It is also useful to note that materials with two polymorphic phases can be called dimorphic, those with three polymorphic phases, trimorphic, etc.[3]

Overview

Phase transitions (phase changes) that help describe polymorphism include polymorphic transitions as well as melting and vaporization transitions. According to IUPAC, a polymorphic transition is "A reversible transition of a solid crystalline phase at a certain temperature and pressure (the inversion point) to another phase of the same chemical composition with a different crystal structure."[4] Additionally, Walter McCrone described the phases in polymorphic matter as "different in crystal structure but identical in the liquid or vapor states." McCrone also defines a polymorph as “a crystalline phase of a given compound resulting from the possibility of at least two different arrangements of the molecules of that compound in the solid state.”[5][6] These defining facts imply that polymorphism involves changes in physical properties but cannot include chemical change. Some early definitions do not make this distinction.

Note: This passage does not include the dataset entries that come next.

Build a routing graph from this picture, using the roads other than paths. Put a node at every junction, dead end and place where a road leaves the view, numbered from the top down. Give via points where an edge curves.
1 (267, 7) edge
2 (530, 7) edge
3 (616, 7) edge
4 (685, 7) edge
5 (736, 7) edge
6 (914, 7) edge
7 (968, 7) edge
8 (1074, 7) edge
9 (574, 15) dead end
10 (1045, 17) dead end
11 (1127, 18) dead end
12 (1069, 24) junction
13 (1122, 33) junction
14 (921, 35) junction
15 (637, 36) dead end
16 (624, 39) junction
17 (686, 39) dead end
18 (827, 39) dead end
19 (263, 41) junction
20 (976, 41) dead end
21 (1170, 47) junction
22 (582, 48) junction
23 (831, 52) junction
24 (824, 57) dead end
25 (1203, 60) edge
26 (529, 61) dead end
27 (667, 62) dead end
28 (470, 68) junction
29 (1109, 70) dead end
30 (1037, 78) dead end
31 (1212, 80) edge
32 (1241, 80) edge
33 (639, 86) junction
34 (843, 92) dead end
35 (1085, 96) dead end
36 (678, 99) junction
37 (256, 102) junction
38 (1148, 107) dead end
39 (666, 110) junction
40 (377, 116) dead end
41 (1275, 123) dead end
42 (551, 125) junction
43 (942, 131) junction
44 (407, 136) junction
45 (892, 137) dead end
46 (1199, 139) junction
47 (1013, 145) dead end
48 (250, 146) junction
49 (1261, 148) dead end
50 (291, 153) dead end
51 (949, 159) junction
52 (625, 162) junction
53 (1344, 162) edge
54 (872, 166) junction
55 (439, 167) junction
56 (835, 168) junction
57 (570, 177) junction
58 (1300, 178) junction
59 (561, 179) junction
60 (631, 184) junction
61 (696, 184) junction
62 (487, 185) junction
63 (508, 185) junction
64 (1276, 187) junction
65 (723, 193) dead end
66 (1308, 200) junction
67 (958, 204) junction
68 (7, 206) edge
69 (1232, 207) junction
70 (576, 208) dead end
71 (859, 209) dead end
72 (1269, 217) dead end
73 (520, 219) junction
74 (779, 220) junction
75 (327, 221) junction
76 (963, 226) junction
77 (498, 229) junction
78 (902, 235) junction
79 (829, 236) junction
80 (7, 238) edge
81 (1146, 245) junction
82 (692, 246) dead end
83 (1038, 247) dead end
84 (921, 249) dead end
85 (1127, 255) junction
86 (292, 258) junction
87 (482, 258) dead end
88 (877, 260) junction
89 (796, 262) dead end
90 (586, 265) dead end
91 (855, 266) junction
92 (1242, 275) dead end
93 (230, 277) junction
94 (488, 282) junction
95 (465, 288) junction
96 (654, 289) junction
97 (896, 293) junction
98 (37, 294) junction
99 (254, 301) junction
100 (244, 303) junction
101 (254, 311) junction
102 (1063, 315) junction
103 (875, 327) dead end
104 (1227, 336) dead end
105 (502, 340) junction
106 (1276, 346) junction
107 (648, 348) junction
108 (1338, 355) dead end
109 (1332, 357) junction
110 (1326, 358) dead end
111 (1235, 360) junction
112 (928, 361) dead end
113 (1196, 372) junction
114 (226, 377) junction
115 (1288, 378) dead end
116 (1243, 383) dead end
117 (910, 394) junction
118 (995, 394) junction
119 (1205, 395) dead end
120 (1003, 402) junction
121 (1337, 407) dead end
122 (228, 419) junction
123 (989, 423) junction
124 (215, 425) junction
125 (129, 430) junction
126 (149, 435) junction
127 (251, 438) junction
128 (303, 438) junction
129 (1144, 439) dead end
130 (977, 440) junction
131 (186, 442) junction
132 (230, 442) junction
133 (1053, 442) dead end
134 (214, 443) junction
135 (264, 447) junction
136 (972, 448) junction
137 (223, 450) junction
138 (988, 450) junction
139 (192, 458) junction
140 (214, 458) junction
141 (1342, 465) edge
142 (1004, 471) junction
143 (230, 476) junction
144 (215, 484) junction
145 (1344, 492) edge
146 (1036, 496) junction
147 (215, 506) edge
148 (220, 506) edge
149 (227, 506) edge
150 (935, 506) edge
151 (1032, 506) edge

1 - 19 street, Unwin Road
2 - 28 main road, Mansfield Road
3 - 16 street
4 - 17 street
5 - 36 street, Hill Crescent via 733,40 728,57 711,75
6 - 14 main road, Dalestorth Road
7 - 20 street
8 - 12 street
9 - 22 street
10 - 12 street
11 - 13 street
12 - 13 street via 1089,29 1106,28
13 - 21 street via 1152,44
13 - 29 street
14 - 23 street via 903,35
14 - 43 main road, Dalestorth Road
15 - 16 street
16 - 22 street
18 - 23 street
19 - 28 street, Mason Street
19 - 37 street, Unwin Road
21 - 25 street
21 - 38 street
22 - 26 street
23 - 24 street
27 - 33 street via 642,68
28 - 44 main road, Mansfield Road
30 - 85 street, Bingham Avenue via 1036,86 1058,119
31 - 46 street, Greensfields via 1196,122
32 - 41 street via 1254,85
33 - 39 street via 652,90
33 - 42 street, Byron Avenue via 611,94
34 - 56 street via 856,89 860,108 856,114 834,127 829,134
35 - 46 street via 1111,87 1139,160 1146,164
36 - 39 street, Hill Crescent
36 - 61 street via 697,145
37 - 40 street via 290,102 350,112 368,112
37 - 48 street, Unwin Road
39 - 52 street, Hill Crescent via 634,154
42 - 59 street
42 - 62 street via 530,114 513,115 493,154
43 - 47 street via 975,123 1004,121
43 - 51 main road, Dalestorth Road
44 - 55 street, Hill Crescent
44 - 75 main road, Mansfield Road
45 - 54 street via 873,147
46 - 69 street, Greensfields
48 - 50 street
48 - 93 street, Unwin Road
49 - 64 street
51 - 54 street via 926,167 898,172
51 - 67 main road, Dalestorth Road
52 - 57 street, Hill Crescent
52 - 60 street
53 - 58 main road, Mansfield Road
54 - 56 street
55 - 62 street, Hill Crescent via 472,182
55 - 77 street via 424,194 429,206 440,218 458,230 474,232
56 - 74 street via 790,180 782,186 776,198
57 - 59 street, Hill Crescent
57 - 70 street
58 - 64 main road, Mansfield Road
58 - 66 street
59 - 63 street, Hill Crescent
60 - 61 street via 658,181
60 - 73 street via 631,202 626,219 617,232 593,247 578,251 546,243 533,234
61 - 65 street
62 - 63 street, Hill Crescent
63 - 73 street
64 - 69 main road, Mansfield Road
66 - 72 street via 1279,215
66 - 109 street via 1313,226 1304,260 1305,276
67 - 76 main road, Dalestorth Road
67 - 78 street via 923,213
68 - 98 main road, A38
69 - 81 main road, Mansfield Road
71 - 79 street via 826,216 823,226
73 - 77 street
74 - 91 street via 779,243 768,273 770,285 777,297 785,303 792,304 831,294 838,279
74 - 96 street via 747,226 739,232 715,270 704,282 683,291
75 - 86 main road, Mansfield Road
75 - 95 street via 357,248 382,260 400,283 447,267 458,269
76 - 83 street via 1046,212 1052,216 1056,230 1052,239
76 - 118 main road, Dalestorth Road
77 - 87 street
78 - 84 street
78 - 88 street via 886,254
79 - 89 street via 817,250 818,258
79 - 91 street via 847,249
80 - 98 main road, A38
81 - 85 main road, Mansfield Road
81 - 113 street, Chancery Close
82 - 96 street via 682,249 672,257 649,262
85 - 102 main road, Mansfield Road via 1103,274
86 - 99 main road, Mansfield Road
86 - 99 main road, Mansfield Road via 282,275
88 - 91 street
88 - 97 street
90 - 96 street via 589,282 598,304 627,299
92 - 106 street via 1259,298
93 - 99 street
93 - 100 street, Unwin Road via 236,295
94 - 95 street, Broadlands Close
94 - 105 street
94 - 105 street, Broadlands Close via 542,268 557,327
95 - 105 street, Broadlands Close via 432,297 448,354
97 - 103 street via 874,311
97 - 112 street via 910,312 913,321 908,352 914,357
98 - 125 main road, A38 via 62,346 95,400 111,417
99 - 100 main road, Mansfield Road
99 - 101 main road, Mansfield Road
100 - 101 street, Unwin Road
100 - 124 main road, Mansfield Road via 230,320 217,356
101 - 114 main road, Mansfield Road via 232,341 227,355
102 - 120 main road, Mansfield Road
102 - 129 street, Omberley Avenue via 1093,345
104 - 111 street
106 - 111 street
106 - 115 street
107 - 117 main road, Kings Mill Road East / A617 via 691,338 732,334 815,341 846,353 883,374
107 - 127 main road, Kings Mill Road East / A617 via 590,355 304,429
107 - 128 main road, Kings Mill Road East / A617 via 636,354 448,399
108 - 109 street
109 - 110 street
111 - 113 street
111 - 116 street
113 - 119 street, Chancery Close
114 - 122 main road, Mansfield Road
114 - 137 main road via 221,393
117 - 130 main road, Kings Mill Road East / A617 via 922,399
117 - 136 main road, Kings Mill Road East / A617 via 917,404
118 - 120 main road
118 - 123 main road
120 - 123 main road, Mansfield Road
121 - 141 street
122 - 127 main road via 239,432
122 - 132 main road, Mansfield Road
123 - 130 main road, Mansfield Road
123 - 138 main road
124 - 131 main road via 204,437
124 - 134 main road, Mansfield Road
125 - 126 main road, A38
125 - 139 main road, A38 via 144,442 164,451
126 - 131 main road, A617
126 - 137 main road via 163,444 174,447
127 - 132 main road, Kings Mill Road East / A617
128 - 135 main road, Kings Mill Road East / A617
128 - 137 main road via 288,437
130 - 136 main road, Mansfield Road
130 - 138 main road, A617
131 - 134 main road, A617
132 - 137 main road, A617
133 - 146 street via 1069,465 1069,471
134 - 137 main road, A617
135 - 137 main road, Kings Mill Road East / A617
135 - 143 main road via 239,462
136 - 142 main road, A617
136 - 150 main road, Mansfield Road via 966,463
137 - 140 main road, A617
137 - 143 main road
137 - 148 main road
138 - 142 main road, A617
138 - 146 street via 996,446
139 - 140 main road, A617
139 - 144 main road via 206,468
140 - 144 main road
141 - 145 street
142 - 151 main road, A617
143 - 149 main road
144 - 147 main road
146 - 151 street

Eliminating chemical change from those changes permissible during a polymorphic transition delineates polymorphism. For example, isomerization can often lead to polymorphic transitions. However, tautomerism (dynamic isomerization) leads to chemical change, not polymorphism.[1] As well, allotropy of elements and polymorphism have been linked historically. However, allotropes of an element are not always polymorphs. A common example is the allotropes of carbon, which include graphite, diamond, and londsdaleite. While all three forms are allotropes, graphite is not a polymorph of diamond and londsdaleite. The reason is that graphite is chemically distinct, having sp2 hybridized bonding, while diamond, and londsdaleite are chemically identical, both having sp3 hybridized bonding. Diamond and londsdaleite differ in their crystal structures but do not differ chemically.[2] Isomerization and allotropy are only two of the phenomena linked to polymorphism. For additional information about identifying polymorphism and distinguishing it from other phenomena, see the review by Brog et. al.[2]

Polymorphism is of practical relevance to pharmaceuticals, agrochemicals, pigments, dyestuffs, foods, and explosives.

Detection

Experimental methods

Early records of the discovery of polymorphism credit Eilhard Mitscerlich and Jöns Jacob Berzelius for their studies of phosphates and arsenates in the early 1800s. The studies involved measuring the interfacial angles of the crystals to show that chemically identical salts could have two different forms. Mitscerlich originally called this discovery isomorphism.[7] The measurement of crystal density was also used by Wilhelm Ostwald and expressed in Ostwald's Ratio.[8]

The development of the microscope enhanced observations of polymorphism and aided Moritz Ludwig Frankenheim’s studies in the 1830s. He was able to demonstrate methods to induce crystal phase changes and formally summarized his findings on the nature of polymorphism. Soon after, the more sophisticated polarized light microscope came into use, and it provided better visualization of crystalline phases allowing crystallographers to distinguish between different polymorphs. The hot stage was invented and fitted to a polarized light microscope by Otto Lehmann in about 1877. This invention helped crystallographers determine melting points and observe polymorphic transitions.[7]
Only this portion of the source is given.